Defendant-Appellant Marcus Quinn, a federal inmate appearing pro se,
seeks a certificate of appealability (COA) allowing him to appeal from the district
court’s overruling of his 28 U.S.C. § 2255 motion to vacate, set aside, or correct
his sentence, as well as the court’s overruling of his motion to amend his § 2255
motion to add additional claims. United States v. Quinn,
2016 WL 777923 (D.
Kan. Feb. 26, 2016). We deny a COA and dismiss the appeal.
Mr. Quinn was convicted of ten counts related to a cocaine drug conspiracy
and sentenced to 360 months’ imprisonment.
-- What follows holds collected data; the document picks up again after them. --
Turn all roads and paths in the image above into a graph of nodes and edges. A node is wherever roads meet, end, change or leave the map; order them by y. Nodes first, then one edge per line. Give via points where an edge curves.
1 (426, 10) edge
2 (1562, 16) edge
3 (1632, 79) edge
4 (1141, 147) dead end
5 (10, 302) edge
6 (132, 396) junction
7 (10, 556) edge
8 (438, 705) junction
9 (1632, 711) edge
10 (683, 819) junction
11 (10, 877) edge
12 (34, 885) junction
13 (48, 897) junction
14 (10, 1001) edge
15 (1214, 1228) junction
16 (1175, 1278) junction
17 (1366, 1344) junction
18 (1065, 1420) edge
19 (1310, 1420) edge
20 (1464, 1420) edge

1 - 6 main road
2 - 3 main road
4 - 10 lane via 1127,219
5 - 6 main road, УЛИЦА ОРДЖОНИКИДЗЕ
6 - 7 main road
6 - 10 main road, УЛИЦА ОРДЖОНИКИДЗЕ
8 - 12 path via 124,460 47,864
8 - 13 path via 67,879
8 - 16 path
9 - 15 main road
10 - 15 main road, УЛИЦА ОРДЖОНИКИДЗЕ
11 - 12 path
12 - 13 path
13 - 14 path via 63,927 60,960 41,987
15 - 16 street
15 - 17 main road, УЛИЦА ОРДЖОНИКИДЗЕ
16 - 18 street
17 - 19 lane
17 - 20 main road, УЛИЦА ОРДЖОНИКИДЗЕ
This court affirmed on direct
appeal. United States v. Brooks,
736 F.3d 921 (10th Cir. 2013). Mr. Quinn
subsequently filed a § 2255 motion, alleging ineffective assistance of trial and
appellate counsel. He later filed an Amended § 2255, which the district court
construed as a motion to amend. The court overruled his § 2255 motion,
overruled the motion to amend, and denied a COA. Mr. Quinn timely appeals.
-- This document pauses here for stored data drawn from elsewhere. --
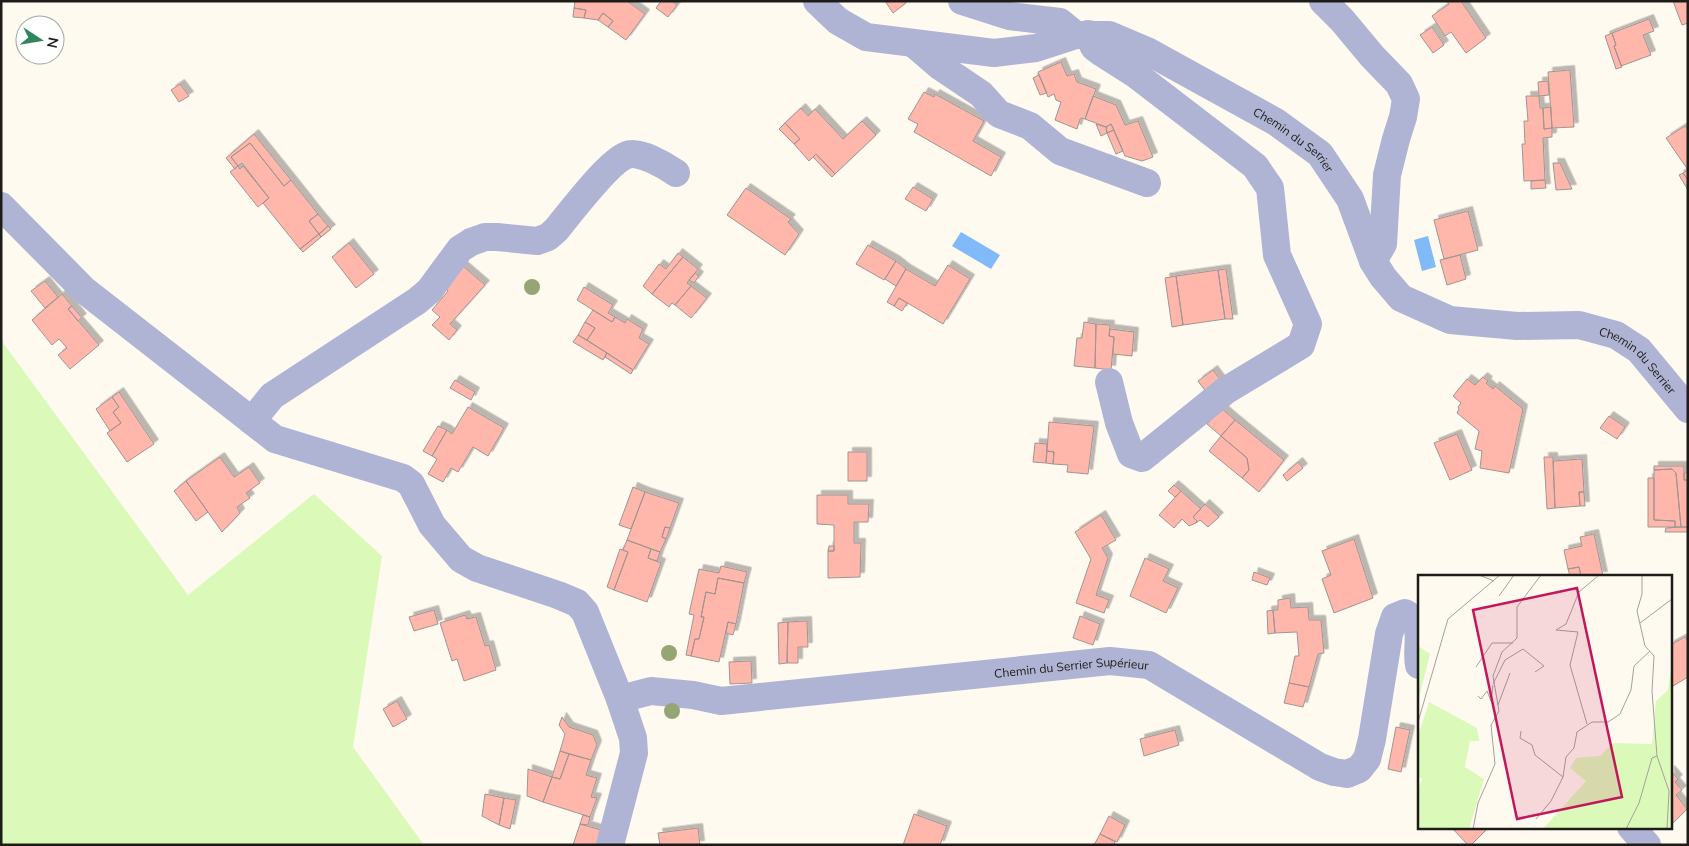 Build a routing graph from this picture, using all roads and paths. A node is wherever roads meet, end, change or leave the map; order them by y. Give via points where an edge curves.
1 (818, 1) edge
2 (962, 1) edge
3 (1323, 1) edge
4 (1082, 35) junction
5 (914, 43) junction
6 (676, 173) dead end
7 (1147, 183) dead end
8 (1, 206) edge
9 (1373, 261) junction
10 (1109, 382) dead end
11 (1688, 409) edge
12 (252, 421) junction
13 (1418, 625) edge
14 (620, 698) junction
15 (1632, 828) edge
16 (610, 845) edge
17 (1646, 845) edge

1 - 5 street, Chemin du Serrier via 838,22 866,37
2 - 4 street via 1009,16 1060,22
3 - 9 street via 1399,84 1406,99 1387,175 1383,244
4 - 5 street, Chemin du Serrier via 1036,48 994,53
4 - 9 street, Chemin du Serrier via 1109,35 1149,52 1276,122 1320,154 1350,199
4 - 10 street via 1254,166 1270,188 1277,255 1308,324 1301,345 1225,392 1142,458 1131,454
5 - 7 street via 941,67 981,94 999,114 1030,126 1060,151
6 - 12 street via 638,154 628,154 612,164 548,237 537,241 485,238 471,242 460,249 429,291 272,396
8 - 12 street via 84,290
9 - 11 street, Chemin du Serrier via 1401,298 1450,320 1517,326 1579,325 1616,335 1639,350
12 - 14 street via 275,439 403,478 411,484 432,524 461,559 477,568 577,603 585,612
13 - 14 street, Chemin du Serrier Supérieur via 1405,613 1395,617 1389,634 1367,759 1359,769 1347,774 1320,767 1149,665 1110,661 721,700 651,691
14 - 16 street via 633,738 634,753
15 - 17 street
For a COA to issue, the applicant must make “a substantial showing of the
denial of a constitutional right.” 28 U.S.C. § 2253(c)(2). To satisfy this standard,
Mr. Quinn must demonstrate that “reasonable jurists would find the district
court’s assessment of the constitutional claims debatable or wrong.” Slack v.
McDaniel,
529 U.S. 473, 484 (2000). Where the district court’s denial is based
upon a procedural ground, the movant also must demonstrate that the district
court’s procedural ruling was debatable or wrong.
Id.
In his request for a COA, Mr. Quinn argues that the jury should have been
given a special verdict form for drug quantity based upon Alleyne v. United
States, ––– U.S. ––––,
133 S. Ct. 2151 (2013). But we have rejected the idea that
Alleyne applies to sentencing under the advisory guidelines that does not involve
increasing a mandatory minimum. United States v. Cassius,
777 F.3d 1093,
1097–98 (10th Cir. 2015). Accordingly, Mr. Quinn has not met the standard for
the grant of a COA on this issue.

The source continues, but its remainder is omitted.